As the company has proven it can make its vehicles profitable and produce them on a large scale, investors have grown increasingly confident. The most recent boost to Tesla’s stock price came as the company prepares to announce an expansion of the charger network for its electric vehicles this week.
Chief Executive Officer Elon Musk said on May 20 that the network expansion announcement would be pushed back to this week, so that the news would come once the company had fully repaid its U.S. Energy Department loan. Tesla now owes the federal government nothing.

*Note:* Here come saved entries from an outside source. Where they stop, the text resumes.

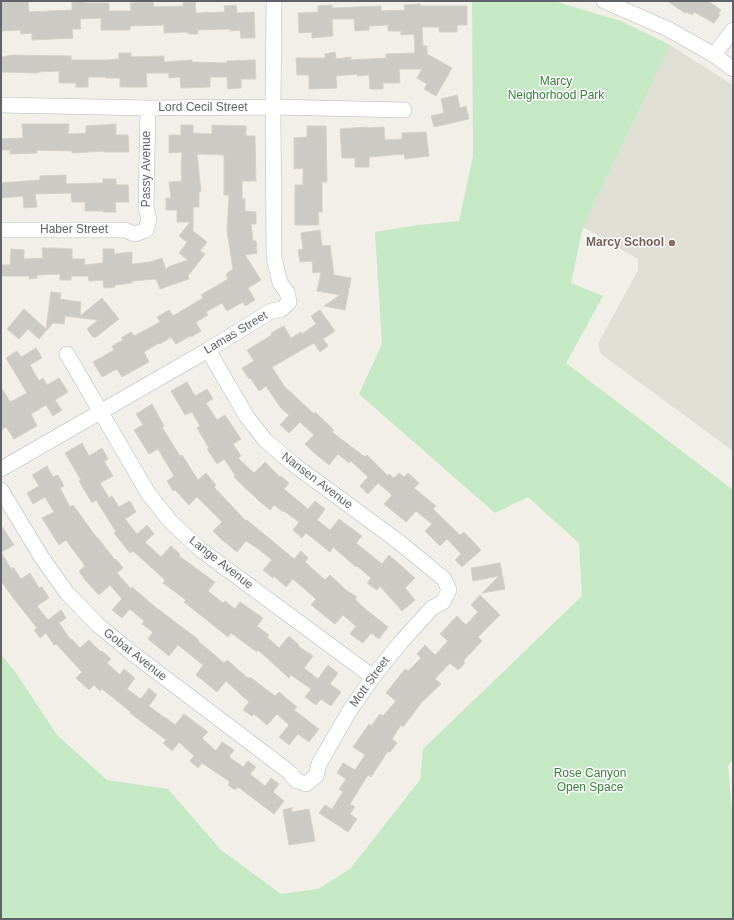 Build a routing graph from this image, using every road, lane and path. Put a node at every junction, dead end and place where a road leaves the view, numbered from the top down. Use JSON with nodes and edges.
{"nodes":[{"id":1,"x":274,"y":1,"type":"edge"},
{"id":2,"x":607,"y":1,"type":"edge"},
{"id":3,"x":733,"y":30,"type":"edge"},
{"id":4,"x":714,"y":55,"type":"junction"},
{"id":5,"x":733,"y":70,"type":"edge"},
{"id":6,"x":1,"y":105,"type":"edge"},
{"id":7,"x":273,"y":107,"type":"junction"},
{"id":8,"x":148,"y":108,"type":"junction"},
{"id":9,"x":404,"y":110,"type":"dead end"},
{"id":10,"x":1,"y":230,"type":"edge"},
{"id":11,"x":146,"y":230,"type":"joint"},
{"id":12,"x":208,"y":350,"type":"junction"},
{"id":13,"x":67,"y":354,"type":"dead end"},
{"id":14,"x":99,"y":412,"type":"junction"},
{"id":15,"x":1,"y":469,"type":"edge"},
{"id":16,"x":1,"y":490,"type":"edge"},
{"id":17,"x":448,"y":590,"type":"joint"},
{"id":18,"x":373,"y":678,"type":"junction"},
{"id":19,"x":306,"y":784,"type":"joint"}],
"edges":[{"from":1,"to":7,"type":"street","name":"Lamas Street"},
{"from":2,"to":4,"type":"street"},
{"from":3,"to":4,"type":"street"},
{"from":4,"to":5,"type":"street"},
{"from":6,"to":8,"type":"street","name":"Lord Cecil Street"},
{"from":7,"to":8,"type":"street","name":"Lord Cecil Street"},
{"from":7,"to":9,"type":"street","name":"Lord Cecil Street"},
{"from":7,"to":12,"type":"street","name":"Lamas Street"},
{"from":8,"to":11,"type":"street","name":"Passy Avenue"},
{"from":10,"to":11,"type":"street","name":"Haber Street"},
{"from":12,"to":14,"type":"street","name":"Lamas Street"},
{"from":12,"to":17,"type":"street","name":"Nansen Avenue"},
{"from":13,"to":14,"type":"street","name":"Lange Avenue"},
{"from":14,"to":15,"type":"street","name":"Lamas Street"},
{"from":14,"to":18,"type":"street","name":"Lange Avenue"},
{"from":16,"to":19,"type":"street","name":"Gobat Avenue"},
{"from":17,"to":18,"type":"street","name":"Mott Street"},
{"from":18,"to":19,"type":"street","name":"Mott Street"}]}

On May 22, the company wired $451.8 million to the DOE, paying off the full amount borrowed plus interest nine years early thanks to the profitable quarter.
Tesla began installing solar-powered supercharger stations on major U.S. highways last year, enabling motorists to rapidly recharge the battery-powered Model S and extending the driving rage of the electric vehicle. Each $69,000 car can travel as far as 265 miles per charge. But as most charging states are currently in California, Musk has said that the company will enlarge the network of stations that allow a car to recharge in about 30 minutes.
Contributing to the buzz surrounding Tesla was the field visit to Tesla’s manufacturing facility in Fremont, California by analysts from Goldman Sachs. Both the plant tour and their meeting with Musk highlighted that demand for the Model S remains strong. In North America, current order rates are running at approximately 20,000 units on an annualized basis, and the company believes it will end the year at a 23,000 to 25,000 annualized run rate, which will likely help the company increase its gross margin to 25 percent. The company highlighted several improvements in its manufacturing process that should also help drive margins above their current levels. These strategies included reduction in temporary workers, increased efficiencies and reduced scrappage, streamlining of operations leading to a reduction in full time employee man-hours, and a significant improvement in logistics costs.
The meeting also brought to light additional information regarding the battery performance of Tesla’s electric vehicles; as ValueWalk reported, the company believes that the cost per kilowatt-hour will decline to less than $100 over the next 10 years, a 75 percent reduction from current levels. Over the longer-term, Tesla is envisioning a technology that will lower the time spent recharging to be less than the time it takes to fill up the gas tank of a standard internal combustion vehicle.